### What this task involves
The entries below are to be written out exactly, with no images included.

Collected data
· · · · ·

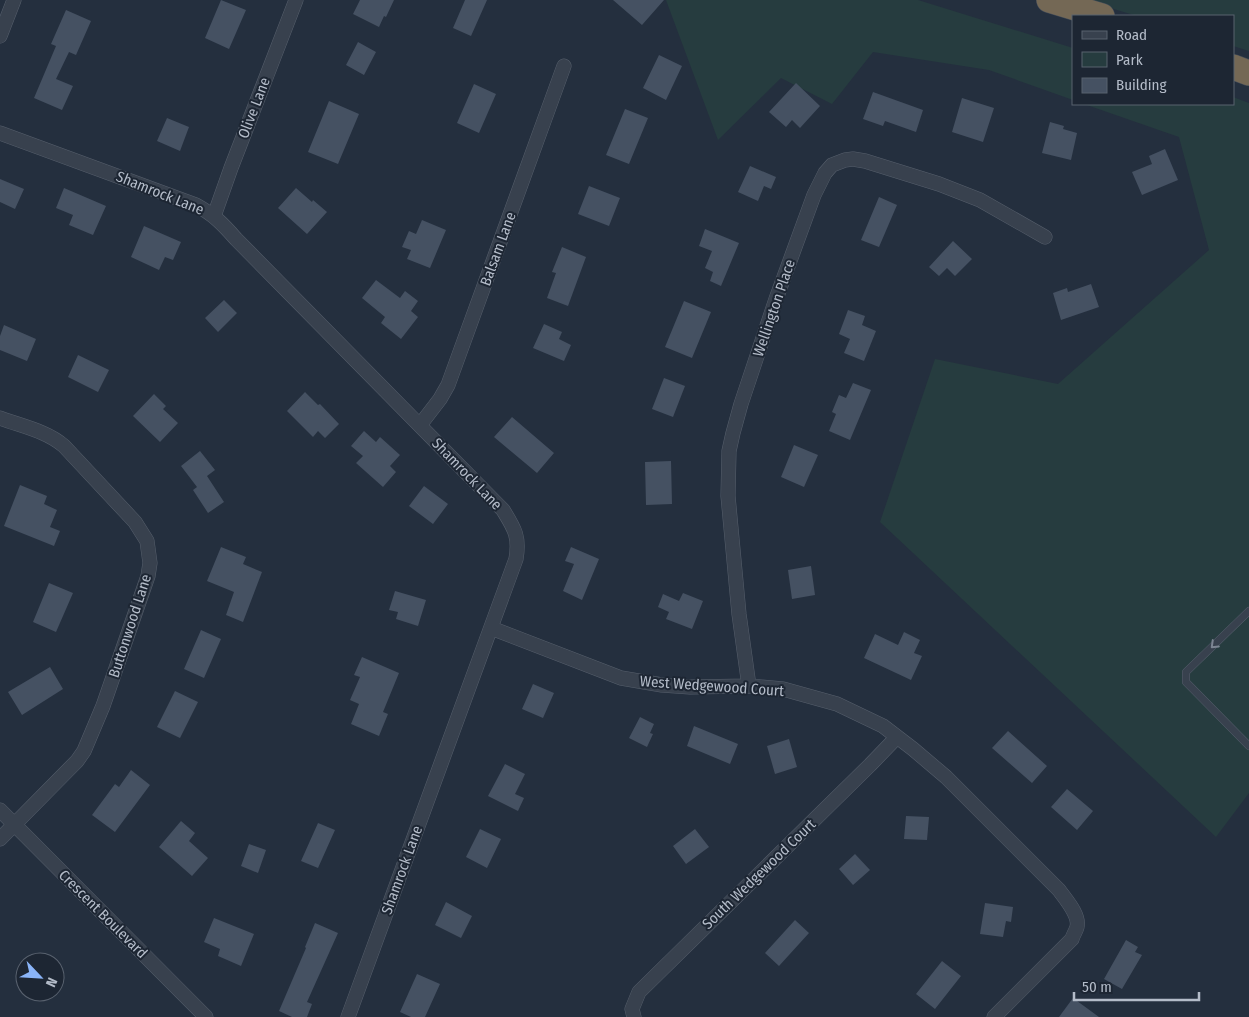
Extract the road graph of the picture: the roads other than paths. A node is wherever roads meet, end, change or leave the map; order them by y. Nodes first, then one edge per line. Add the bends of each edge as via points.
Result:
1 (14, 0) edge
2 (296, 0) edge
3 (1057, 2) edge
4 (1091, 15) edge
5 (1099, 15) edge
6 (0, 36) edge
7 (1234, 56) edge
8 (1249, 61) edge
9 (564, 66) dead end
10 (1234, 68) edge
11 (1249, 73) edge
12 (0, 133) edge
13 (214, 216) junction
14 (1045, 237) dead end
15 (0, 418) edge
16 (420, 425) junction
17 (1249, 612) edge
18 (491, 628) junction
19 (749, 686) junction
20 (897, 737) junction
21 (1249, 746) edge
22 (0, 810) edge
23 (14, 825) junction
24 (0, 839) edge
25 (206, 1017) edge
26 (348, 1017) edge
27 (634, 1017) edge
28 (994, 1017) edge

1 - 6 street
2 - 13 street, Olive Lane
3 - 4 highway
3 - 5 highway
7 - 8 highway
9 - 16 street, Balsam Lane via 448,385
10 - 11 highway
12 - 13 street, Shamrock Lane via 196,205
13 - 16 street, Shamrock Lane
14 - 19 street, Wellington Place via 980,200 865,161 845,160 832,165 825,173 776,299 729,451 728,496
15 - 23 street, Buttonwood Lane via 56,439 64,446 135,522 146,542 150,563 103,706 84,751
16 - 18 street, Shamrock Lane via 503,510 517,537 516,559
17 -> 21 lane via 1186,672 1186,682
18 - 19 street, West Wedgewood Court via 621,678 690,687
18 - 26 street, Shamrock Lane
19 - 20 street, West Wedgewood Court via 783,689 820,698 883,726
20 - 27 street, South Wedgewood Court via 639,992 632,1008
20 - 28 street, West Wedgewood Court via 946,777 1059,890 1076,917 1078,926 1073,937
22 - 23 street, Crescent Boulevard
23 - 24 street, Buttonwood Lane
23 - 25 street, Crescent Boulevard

· · · · ·

### Answer section
Extract the road graph of the picture: the roads other than paths. A node is wherever roads meet, end, change or leave the map; order them by y. Nodes first, then one edge per line. Add the bends of each edge as via points.
Result:
1 (14, 0) edge
2 (296, 0) edge
3 (1057, 2) edge
4 (1091, 15) edge
5 (1099, 15) edge
6 (0, 36) edge
7 (1234, 56) edge
8 (1249, 61) edge
9 (564, 66) dead end
10 (1234, 68) edge
11 (1249, 73) edge
12 (0, 133) edge
13 (214, 216) junction
14 (1045, 237) dead end
15 (0, 418) edge
16 (420, 425) junction
17 (1249, 612) edge
18 (491, 628) junction
19 (749, 686) junction
20 (897, 737) junction
21 (1249, 746) edge
22 (0, 810) edge
23 (14, 825) junction
24 (0, 839) edge
25 (206, 1017) edge
26 (348, 1017) edge
27 (634, 1017) edge
28 (994, 1017) edge

1 - 6 street
2 - 13 street, Olive Lane
3 - 4 highway
3 - 5 highway
7 - 8 highway
9 - 16 street, Balsam Lane via 448,385
10 - 11 highway
12 - 13 street, Shamrock Lane via 196,205
13 - 16 street, Shamrock Lane
14 - 19 street, Wellington Place via 980,200 865,161 845,160 832,165 825,173 776,299 729,451 728,496
15 - 23 street, Buttonwood Lane via 56,439 64,446 135,522 146,542 150,563 103,706 84,751
16 - 18 street, Shamrock Lane via 503,510 517,537 516,559
17 -> 21 lane via 1186,672 1186,682
18 - 19 street, West Wedgewood Court via 621,678 690,687
18 - 26 street, Shamrock Lane
19 - 20 street, West Wedgewood Court via 783,689 820,698 883,726
20 - 27 street, South Wedgewood Court via 639,992 632,1008
20 - 28 street, West Wedgewood Court via 946,777 1059,890 1076,917 1078,926 1073,937
22 - 23 street, Crescent Boulevard
23 - 24 street, Buttonwood Lane
23 - 25 street, Crescent Boulevard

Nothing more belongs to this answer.